MARC Ratings has affirmed its long-term ratings of AAA, AA and A on Kinabalu Capital Sdn Bhd’s Issue 3 of RM113 million Class A, RM21 million Class B and RM11 million Class C Medium-Term Notes (MTN). The ratings outlook is stable.
The affirmed ratings reflect loan-to-value (LTV) ratios for the MTN classes that are within MARC Ratings’ benchmarks, incorporating the RM13.7 million cash buffer to be injected by the REIT manager, Sentral REIT Management (SRM), as additional credit support.
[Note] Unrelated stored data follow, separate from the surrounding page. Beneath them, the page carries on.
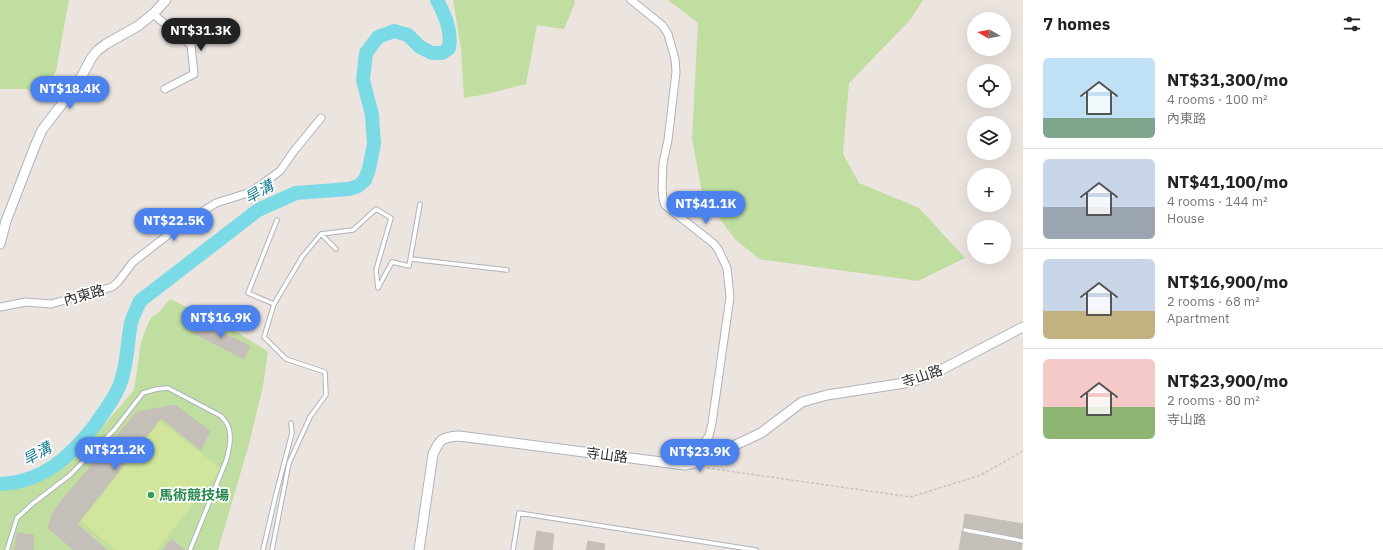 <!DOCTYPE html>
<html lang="en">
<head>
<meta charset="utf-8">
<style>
  :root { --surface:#fff; --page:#f6f6f6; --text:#222; --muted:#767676; --line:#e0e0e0; --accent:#4b82ed }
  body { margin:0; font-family:"IBM Plex Sans","Noto Sans TC",sans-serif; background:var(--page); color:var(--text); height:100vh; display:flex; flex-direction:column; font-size:15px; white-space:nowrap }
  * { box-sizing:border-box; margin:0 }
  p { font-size:13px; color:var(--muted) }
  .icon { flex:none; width:22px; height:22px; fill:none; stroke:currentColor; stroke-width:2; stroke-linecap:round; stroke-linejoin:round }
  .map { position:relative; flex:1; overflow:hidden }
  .drawer { display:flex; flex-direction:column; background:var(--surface); width:360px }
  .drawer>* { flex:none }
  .needle { width:26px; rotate:279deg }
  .tools { position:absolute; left:967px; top:12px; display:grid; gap:8px }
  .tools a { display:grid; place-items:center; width:44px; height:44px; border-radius:50%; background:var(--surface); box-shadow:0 4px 16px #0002; font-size:20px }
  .price { position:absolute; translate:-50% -34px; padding:0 9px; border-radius:14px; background:var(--accent); color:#fff; font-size:13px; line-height:26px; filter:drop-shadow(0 1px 2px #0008) }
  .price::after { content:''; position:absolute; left:50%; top:24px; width:12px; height:9px; margin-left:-6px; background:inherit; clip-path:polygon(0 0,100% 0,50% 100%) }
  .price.active { background:#222; color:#fff }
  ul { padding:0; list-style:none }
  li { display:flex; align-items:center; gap:12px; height:100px; padding:0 20px }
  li+li { border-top:1px solid var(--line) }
  li span { display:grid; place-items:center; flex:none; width:112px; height:80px; border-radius:6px; color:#555 }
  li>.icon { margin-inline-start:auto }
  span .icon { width:48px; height:48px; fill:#fffc; stroke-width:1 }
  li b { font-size:17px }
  h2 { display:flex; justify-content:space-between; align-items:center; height:48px; padding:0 20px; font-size:17px }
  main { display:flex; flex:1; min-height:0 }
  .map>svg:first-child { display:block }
</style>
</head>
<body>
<main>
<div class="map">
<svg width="1023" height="550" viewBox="0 0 1023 550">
  <rect width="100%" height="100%" fill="#ece4df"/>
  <path fill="#bfdea0" d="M 0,0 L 69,0 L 56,71 L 41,97 L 26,89 L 0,89 Z
    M 453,0 L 574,0 L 575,3 L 564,29 L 537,25 L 526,84 L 487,94 L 464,98 L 461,49 Z
    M 668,0 L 923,0 L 911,19 L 849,83 L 843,154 L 859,183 L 919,208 L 965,258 L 918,281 L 759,259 L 735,239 L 703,197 L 692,139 L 698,23 Z
    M 170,299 L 229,327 L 268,352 L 263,386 L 249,444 L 218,550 L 0,550 L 0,490 L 28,486 L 45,479 L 65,464 L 82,450 L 97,433 L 134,390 L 141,342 L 147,326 L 151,318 L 160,311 Z"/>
  <path fill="#d1e59c" d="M 160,421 L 221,469 L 157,550 L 115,550 L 81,521 Z"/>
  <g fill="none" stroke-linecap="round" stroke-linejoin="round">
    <path stroke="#7adae6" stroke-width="14" d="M 0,484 C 43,482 70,457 95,425 C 103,413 112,402 118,389 C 127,369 127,345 131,323 C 133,316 137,308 140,301 L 258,210 L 296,193 L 349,189 L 358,186 L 365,180 L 369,169 L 374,144 L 372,115 L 363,80 L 366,53 L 378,37 L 394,31 L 408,35 L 420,47 L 432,53 L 442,53 L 449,48 C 452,31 445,15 437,0"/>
  </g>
  <path fill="#c5bfba" stroke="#c8c0b8" d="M 197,320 L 250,346 L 244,359 L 191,332 Z
    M 175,405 L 210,431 L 201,450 L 161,418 L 77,524 L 107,550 L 74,550 L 48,528 L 53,512 L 62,500 L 137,412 Z
    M 965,514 L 1023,524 L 1023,538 L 966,527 L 963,528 Z
    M 537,531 L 554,534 L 552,550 L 534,550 Z
    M 962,531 L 964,533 L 1022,544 L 1021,550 L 959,550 Z
    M 17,533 L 34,535 L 33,550 L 15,550 Z
    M 171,539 L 185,550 L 163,550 Z
    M 588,541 L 605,544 L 604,550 L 586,550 Z"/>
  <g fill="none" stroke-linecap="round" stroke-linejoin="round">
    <defs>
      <path id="service" d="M 321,234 L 336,249
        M 411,259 L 507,270
        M 274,304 L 248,293 L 277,220
        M 965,530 L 1023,541
        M 7,550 L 17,518 L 31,505 L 70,475 L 115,429 L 143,393 L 157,389 L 168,388 L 221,416 C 223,419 226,421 227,424 C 233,434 229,451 226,461 L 190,550
        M 263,550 L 276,494 L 292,433 L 291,423
        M 272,550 L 289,463 L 310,417 L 326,395 L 325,372 L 286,359 L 264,337 L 274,304 L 302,257 L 321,234 L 353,230 L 376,209 L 391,218 L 376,270 L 378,288 L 392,262 L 409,266 L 420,204
        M 513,550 L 519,513 L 756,550"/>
      <path id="minor" d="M 631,0 L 662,25 L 668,34 L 675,59 L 676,72 L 668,140 L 663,163 L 662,187 L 663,199 L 665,205 L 671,210 L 713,243 L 718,249 L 727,268 L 730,297 L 712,423 L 709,436 L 685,465
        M 153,14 L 191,45 L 194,74 L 165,89
        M 0,307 L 26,302 L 51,304 L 112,287 L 118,282 L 133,262 L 182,224 L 216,203 L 251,192 L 280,171 L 294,151 L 321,118"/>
      <path id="tertiary" d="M 0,244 L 6,221 L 35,146 L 42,130 L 78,83 L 92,57 L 98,50 L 106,44 L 138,26 L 153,14 L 166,0
        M 419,550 L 433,454 C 440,439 442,437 459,436 L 685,465 L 699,462 L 761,433 L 802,402 L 827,395 L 911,382 L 935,373 L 1023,327"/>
    </defs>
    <use href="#service" stroke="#afb3bb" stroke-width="5.5"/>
    <use href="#minor" stroke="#afb3bb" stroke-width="9"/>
    <use href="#tertiary" stroke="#afb3bb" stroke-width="11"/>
    <path stroke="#c4c4c4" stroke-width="1.5" stroke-dasharray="3 2" stroke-linecap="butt" d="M 707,468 L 911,497 L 981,475 L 1023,451"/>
    <use href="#service" stroke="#fff" stroke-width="3.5"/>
    <use href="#minor" stroke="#fff" stroke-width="7"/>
    <use href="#tertiary" stroke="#fff" stroke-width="9"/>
  </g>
  <circle fill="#2e9e5b" stroke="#fff" stroke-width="1.5" cx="151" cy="495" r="4"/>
  <g text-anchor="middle" stroke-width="3.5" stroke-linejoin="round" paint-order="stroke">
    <g font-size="14" fill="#2b2b2b" stroke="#fff">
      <text transform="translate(84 295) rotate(-16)" y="5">內東路</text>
      <text transform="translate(922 376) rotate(-19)" y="5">寺山路</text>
      <text transform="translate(607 455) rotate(7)" y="5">寺山路</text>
    </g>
    <g font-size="14" font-weight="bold" fill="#27864d" stroke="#fff" text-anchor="start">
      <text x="159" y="500">馬術競技場</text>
    </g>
    <g font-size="15" font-style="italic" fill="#177c94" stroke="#fff">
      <text transform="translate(259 192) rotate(-29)" y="5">旱溝</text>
      <text transform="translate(37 454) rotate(-29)" y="5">旱溝</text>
    </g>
  </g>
</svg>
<div class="tools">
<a><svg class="needle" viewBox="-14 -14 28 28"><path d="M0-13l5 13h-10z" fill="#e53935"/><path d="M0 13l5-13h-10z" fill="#767676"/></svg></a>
<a><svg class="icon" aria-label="locate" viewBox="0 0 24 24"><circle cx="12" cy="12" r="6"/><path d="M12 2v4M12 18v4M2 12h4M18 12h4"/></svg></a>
<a><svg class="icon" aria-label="layers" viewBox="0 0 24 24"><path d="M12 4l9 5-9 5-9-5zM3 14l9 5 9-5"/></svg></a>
<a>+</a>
<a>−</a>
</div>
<b class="price active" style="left:201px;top:52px">NT$31.3K</b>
<b class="price" style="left:70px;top:110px">NT$18.4K</b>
<b class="price" style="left:706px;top:225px">NT$41.1K</b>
<b class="price" style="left:174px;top:242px">NT$22.5K</b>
<b class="price" style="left:221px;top:339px">NT$16.9K</b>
<b class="price" style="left:115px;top:471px">NT$21.2K</b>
<b class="price" style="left:700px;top:473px">NT$23.9K</b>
</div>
<section class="drawer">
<h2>7 homes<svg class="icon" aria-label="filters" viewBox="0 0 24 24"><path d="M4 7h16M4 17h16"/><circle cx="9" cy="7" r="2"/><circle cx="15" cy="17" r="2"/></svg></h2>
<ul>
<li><span style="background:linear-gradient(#bfe0f5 75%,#7fa58c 0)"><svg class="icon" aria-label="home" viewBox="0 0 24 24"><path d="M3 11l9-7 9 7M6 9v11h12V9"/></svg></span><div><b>NT$31,300/mo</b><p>4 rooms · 100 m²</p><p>內東路</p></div></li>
<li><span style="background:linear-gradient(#c9d6e8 60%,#9aa5b1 0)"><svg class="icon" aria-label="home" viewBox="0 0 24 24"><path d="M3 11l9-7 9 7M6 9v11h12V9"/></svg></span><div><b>NT$41,100/mo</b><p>4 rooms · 144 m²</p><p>House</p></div></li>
<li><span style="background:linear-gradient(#c9d6e8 65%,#c2b280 0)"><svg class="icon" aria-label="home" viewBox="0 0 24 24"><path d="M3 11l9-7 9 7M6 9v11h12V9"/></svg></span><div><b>NT$16,900/mo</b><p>2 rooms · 68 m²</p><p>Apartment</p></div></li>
<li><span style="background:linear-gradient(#f6c9c9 60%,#8fb573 0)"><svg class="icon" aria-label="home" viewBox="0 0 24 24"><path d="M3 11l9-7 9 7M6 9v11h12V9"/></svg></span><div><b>NT$23,900/mo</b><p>2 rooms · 80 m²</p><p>寺山路</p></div></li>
</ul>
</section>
</main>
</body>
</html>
Sentral Building 2 (SB2) has been vacant since 1 January 2026 after the sole tenant did not renew its lease, lowering the stabilised net operating income (NOI) to RM20.7 million from RM23.6 million. To mitigate the impact on the MTN programme, SRM has committed to a RM13.7 million cash injection, subject to bondholders’ approval expected by end-April 2026, to prevent LTVs for Class A and Class B from rising to 48.9% and 56.3%, respectively, which would breach rating thresholds.
The programme is backed by four collateral properties comprising SB1, SB2 and SB3 — four-storey purpose-built offices in Cyberjaya — as well as a three-storey purpose-built Lotus’s hypermarket in Penang. Based on the stabilised NOI using a five-year average (2024–2028), the properties are valued at RM231.0 million in aggregate, a 33.6% discount to the market value of RM348.0 million as of 31 December 2025. The portfolio consists of 583,685 sq ft of net lettable area and, with only four tenants, is exposed to high tenant concentration. Near-term risk is partly mitigated by long-dated lease expiries (61% stretching beyond 2028), early termination penalties covering unexpired lease periods, and recent lease renewals.
Revenue remained stable at RM29.2 million in 2025, generating NOI of RM24.3 million. NOI is projected to moderate to about RM18.5 million in 2026–2028 following the SB2 vacancy, while debt service coverage ratio and security cover ratio of 5.13x and 2.68x remain well above the covenants of 1.50x and 1.90x for Class A and Class B.